While annoying, the floaters don't affect my distance vision in any noticable way. However, they affect my close vision quite a bit. Reading is a challenge, particularly against white backgrounds (paper or online). Larger fonts help, as do reverse video and lowering the contrast. (A yellow background is better than a white one, for instance.) Alas, many web sites (including the company wiki, but maybe I can get that fixed) and software packages impose black text on white backgrounds with nothing you can do about it. I've already got monitor brightness cranked way down; I'm going to need to figure out what else I can do.

If the problem doesn't go away and it's deemed serious enough, there is something the specialist can do for me -- but it's risky. The vitreous fluid doesn't serve a function other than to be there (keeping the various bits of your eye away from each other, I gather). There is a surgical procedure where they can remove the gunked-up fluid and replace it with something artificial. There is, however, a risk that it can affect vision in the wrong direction. I don't know the specifics; it's early to be thinking about that. (It can also cause glaucoma, but I already have glaucoma so I don't know if I have to care.)

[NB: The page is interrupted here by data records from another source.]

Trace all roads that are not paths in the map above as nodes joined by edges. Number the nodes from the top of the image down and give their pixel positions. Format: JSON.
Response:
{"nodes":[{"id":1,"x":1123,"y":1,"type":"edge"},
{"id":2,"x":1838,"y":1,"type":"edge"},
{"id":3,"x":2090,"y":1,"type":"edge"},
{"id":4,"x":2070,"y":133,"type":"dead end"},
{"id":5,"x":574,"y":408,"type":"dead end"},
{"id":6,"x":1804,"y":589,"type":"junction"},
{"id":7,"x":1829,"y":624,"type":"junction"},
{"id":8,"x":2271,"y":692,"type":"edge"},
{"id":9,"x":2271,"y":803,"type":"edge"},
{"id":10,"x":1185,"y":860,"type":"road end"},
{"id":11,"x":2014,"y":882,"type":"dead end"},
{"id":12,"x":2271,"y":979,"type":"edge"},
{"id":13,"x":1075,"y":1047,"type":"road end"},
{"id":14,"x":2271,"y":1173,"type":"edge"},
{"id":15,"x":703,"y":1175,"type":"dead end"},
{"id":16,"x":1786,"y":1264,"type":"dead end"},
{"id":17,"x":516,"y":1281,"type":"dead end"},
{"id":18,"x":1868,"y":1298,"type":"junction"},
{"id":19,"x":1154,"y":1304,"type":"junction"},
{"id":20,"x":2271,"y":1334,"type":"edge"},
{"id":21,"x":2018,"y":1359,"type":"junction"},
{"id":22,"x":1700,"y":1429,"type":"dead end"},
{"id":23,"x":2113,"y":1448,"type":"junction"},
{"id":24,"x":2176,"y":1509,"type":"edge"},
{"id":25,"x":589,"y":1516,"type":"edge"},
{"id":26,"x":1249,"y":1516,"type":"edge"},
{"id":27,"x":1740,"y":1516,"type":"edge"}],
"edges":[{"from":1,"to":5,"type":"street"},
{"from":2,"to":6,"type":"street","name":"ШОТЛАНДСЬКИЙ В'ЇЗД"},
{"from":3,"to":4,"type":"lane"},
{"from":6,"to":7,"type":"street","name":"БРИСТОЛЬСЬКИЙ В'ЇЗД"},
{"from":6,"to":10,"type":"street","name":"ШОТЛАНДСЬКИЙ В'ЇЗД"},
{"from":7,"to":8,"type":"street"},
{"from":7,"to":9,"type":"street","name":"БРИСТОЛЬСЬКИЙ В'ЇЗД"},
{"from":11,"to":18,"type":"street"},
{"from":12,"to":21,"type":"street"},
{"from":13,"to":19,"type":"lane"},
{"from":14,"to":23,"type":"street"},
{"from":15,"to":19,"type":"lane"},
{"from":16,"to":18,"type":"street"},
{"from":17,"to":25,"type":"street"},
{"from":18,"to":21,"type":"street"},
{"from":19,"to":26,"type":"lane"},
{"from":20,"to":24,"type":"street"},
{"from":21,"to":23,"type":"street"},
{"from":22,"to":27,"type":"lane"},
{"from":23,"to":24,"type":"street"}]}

The doctor I saw today seemed to be very ept and personable. He answered the questions I thought to ask at the time, and used teacher's aids to explain what was going on (a model of the eye). He was recording a running commentary as he examined me, so he could send it to my own doctor, which meant I got to hear everything he thought important during the exam. (When the recorder was off he then translated med-speak for me without my having to ask.) So far, kudos to this doctor.

cellio: (avatar-face)
Another thing I learned today: those vision tests where you read letters off a chart on the wall? Put a great big "SWAG" around any results you get from that. Lighting in the room, brightness of the bulb in the projector, focus, and a bunch of other factors can affect your score -- and these all vary from one exam room to another. Bugger! Here I thought it meant something when I did, or didn't, get the same results on successive visits!

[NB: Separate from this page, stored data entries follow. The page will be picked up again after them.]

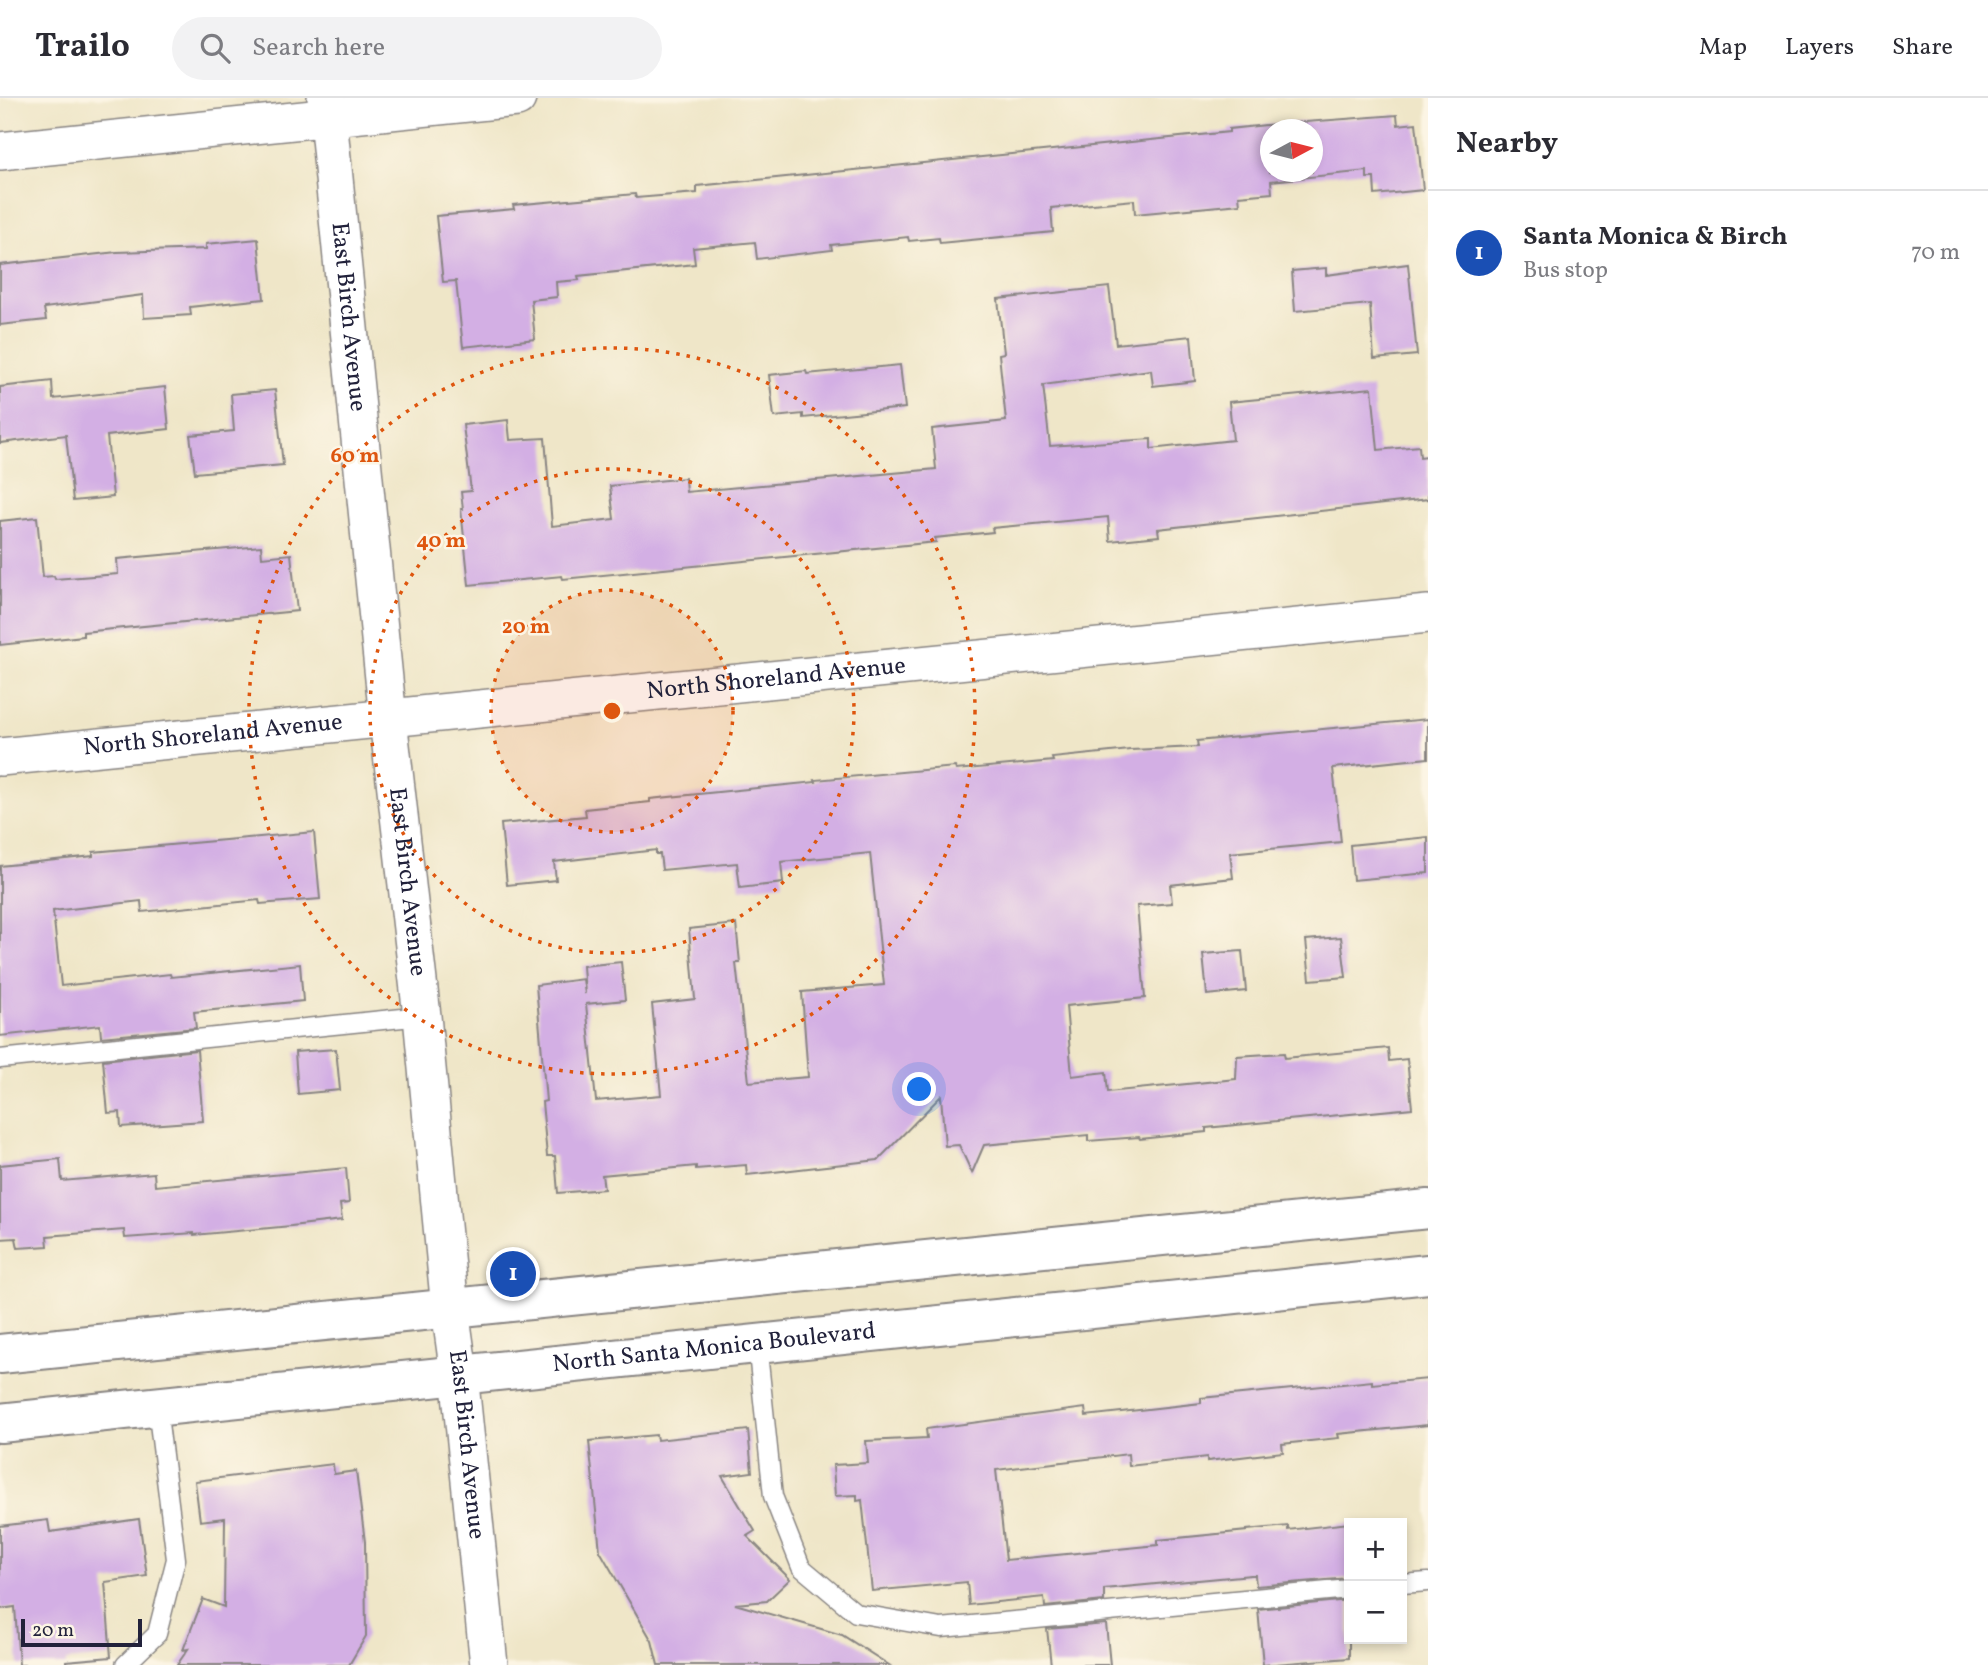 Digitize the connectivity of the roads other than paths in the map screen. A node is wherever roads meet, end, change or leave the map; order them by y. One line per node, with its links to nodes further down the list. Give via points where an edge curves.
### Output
1 (517, 98): 2 (street)
2 (327, 107): 3 (street); 5 (street, East Birch Avenue)
3 (0, 151)
4 (1428, 614): 5 (street, North Shoreland Avenue)
5 (388, 719): 6 (street, North Shoreland Avenue); 7 (street, East Birch Avenue)
6 (0, 757)
7 (422, 1016): 8 (lane); 11 (street, East Birch Avenue)
8 (0, 1059)
9 (1428, 1209): 11 (street)
10 (1428, 1274): 12 (street, North Santa Monica Boulevard)
11 (450, 1309): 13 (street); 14 (street, East Birch Avenue)
12 (757, 1343): 14 (street, North Santa Monica Boulevard); 19 (lane, via 773,1496 801,1567 856,1613 941,1628)
13 (0, 1354)
14 (459, 1374): 15 (street, North Santa Monica Boulevard); 21 (street, East Birch Avenue)
15 (157, 1407): 16 (street, North Santa Monica Boulevard); 20 (lane, via 176,1559 157,1634)
16 (0, 1423)
17 (1428, 1582): 18 (lane)
18 (1407, 1584)
19 (1344, 1589)
20 (125, 1665)
21 (489, 1665)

Oh, and some letters are harder than others -- a fact I have noted before -- and sometimes the person administering the test will fudge your score based on that. So if you got the "Q" (which looks an awful lot like an "O") that might count for more than correctly getting the "L" (which is pretty unambiguous). Or not. It depends on the technician, or maybe on the phase of the moon. This, at least, is something where any given practice could set policies; I'll have to ask about that.

(Why yes, I do read my chart while waiting for the doctor. I think this is perfectly appropriate.)

eye exam

Jan. 4th, 2006 12:41 pm
cellio: (avatar-face)
I saw my opthamologist for my regular checkup today and was surprised to learn that medicine's understanding of glaucoma has changed since it was last explained to me. I guess I think of glaucoma as an old, well-understood disease that doesn't change much.

For the first time ever, while my eyes were numb anyway they applied a second gadget. After the round of "heywaitaminute, tell me what you're doing before you do it", I learned that this gadget measures the thickness of the cornea. (The technician doing it didn't know the mechanism and I haven't gone looking yet. I wonder if it's sound-based; how else would you measure the thickness of something like that?) She noted that my corneas are thicker than normal but would not pronounce that good or bad.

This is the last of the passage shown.